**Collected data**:
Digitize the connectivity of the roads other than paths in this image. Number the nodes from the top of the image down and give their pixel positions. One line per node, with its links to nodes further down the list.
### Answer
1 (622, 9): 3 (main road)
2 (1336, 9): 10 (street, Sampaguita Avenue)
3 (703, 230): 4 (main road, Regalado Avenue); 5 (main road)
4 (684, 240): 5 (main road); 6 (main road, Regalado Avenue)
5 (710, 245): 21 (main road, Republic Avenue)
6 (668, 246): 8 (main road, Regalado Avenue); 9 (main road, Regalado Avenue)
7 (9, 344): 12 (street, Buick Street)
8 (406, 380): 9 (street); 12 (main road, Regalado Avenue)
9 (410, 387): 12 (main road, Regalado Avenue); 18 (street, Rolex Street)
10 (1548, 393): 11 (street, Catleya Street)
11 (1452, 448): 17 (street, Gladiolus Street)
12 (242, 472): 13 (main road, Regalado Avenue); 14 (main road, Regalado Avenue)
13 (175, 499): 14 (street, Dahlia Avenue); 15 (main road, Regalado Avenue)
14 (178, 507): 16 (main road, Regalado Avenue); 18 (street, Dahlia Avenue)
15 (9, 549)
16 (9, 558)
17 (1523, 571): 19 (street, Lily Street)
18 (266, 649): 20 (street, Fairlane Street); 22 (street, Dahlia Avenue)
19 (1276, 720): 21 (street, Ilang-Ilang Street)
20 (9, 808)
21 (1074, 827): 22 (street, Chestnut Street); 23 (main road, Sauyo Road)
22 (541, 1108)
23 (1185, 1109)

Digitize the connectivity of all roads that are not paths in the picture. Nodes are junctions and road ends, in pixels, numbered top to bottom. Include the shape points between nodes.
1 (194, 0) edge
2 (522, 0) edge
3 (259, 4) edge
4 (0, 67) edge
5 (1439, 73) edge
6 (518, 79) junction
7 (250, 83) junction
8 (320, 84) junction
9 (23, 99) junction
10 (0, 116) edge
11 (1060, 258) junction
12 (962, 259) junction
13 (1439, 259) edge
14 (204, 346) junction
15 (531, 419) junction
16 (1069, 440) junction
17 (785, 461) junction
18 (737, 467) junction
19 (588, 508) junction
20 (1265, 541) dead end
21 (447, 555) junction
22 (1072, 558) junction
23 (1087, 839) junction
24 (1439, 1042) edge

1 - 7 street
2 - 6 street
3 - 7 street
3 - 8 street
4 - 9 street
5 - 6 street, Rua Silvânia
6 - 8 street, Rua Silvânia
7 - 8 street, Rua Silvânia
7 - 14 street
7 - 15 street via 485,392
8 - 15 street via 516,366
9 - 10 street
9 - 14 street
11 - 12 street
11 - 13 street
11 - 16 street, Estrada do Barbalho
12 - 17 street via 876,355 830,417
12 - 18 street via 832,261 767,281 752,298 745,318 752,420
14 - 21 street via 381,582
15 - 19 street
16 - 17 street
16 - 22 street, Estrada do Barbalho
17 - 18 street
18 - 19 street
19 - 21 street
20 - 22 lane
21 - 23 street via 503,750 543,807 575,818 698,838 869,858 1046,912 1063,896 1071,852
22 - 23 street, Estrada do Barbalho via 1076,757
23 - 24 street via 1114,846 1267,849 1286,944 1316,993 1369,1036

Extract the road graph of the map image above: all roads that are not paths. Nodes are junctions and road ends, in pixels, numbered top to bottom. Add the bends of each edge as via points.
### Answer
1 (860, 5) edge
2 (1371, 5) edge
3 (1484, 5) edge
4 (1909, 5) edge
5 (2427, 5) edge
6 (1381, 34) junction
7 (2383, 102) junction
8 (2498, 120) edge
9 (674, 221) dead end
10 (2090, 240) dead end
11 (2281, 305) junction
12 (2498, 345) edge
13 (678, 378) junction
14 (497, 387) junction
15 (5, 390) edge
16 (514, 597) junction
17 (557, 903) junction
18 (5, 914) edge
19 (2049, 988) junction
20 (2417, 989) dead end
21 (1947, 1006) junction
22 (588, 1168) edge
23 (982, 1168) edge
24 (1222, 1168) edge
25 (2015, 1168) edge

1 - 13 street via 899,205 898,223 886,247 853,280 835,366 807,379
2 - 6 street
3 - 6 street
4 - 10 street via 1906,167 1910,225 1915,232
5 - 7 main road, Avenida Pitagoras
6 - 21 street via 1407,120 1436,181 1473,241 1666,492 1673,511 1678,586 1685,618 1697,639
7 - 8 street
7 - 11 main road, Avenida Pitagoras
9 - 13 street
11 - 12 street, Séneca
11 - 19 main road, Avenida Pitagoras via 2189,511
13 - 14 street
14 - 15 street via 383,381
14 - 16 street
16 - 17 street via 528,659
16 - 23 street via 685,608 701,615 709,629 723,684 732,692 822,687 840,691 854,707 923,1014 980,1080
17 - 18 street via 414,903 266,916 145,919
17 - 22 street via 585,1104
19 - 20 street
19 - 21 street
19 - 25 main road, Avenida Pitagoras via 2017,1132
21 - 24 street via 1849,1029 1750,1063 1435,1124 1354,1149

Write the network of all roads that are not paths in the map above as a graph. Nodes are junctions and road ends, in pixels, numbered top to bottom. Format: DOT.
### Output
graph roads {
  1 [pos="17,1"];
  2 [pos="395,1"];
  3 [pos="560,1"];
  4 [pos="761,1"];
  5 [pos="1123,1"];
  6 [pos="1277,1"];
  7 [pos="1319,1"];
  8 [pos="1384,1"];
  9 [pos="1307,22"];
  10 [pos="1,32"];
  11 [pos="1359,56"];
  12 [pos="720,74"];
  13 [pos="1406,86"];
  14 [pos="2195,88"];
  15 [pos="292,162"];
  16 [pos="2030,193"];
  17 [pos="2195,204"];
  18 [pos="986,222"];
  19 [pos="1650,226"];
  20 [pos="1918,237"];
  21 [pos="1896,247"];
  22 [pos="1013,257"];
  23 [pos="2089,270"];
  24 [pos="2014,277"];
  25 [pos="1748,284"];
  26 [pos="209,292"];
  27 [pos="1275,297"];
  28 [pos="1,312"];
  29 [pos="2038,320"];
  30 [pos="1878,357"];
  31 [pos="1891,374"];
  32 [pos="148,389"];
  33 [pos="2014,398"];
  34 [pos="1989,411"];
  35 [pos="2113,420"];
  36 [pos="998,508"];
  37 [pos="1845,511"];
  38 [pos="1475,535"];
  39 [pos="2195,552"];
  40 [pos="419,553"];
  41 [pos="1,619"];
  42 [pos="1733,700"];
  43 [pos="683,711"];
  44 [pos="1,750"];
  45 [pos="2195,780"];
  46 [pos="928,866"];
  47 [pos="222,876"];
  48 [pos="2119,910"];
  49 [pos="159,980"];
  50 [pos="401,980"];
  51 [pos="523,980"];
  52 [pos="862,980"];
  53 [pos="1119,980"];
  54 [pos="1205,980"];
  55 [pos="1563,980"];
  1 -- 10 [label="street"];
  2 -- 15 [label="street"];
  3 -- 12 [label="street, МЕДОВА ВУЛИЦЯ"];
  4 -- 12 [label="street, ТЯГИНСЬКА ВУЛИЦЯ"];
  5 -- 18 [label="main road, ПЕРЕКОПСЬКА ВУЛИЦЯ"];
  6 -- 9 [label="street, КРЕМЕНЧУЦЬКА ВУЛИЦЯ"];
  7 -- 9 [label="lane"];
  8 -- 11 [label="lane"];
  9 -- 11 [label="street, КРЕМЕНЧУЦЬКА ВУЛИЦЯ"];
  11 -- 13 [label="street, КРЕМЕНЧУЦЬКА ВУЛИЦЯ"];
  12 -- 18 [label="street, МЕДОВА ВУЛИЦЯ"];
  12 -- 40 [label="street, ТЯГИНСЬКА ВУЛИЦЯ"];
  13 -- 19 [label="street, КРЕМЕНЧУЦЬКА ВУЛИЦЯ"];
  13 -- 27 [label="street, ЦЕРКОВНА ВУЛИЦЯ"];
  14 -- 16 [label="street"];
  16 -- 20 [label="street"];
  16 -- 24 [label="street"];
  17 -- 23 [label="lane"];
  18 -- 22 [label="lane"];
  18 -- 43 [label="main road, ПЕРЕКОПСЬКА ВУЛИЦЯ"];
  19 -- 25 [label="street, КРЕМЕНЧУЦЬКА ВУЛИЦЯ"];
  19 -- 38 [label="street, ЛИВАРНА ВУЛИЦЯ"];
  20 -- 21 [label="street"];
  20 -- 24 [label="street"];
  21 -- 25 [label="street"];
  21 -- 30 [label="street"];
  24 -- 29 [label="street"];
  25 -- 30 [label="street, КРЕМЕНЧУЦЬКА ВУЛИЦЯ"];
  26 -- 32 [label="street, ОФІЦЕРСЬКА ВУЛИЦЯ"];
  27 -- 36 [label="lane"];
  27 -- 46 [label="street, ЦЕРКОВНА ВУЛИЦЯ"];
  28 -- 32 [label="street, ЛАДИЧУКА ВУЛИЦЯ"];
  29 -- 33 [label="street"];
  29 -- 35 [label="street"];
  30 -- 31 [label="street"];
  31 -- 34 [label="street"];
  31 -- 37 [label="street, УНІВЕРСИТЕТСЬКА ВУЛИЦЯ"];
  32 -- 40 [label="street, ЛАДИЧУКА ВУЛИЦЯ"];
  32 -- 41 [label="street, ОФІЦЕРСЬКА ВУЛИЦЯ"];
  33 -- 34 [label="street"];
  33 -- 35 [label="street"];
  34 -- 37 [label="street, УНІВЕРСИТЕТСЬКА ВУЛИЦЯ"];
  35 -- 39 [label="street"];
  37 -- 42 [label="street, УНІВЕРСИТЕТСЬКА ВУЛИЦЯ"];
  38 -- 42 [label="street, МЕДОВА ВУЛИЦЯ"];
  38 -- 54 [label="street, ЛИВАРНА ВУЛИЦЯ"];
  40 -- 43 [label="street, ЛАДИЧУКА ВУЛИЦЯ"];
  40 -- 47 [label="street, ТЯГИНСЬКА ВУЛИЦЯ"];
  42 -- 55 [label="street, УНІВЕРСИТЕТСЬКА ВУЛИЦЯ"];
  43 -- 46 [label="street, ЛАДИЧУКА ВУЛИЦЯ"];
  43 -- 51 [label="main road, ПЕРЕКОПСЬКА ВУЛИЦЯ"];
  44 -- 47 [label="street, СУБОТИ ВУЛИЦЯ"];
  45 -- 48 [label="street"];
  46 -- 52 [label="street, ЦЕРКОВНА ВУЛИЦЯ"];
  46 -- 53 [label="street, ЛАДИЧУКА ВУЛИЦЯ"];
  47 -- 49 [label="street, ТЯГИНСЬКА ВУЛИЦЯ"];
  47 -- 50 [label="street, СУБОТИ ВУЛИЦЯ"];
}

**PROBLEM DESCRIPTION**: Looking at the entries above, count each line in which the word "ЛАДИЧУКА" occurs, then give the total and nothing further.

**YOUR SOLUTION**: 5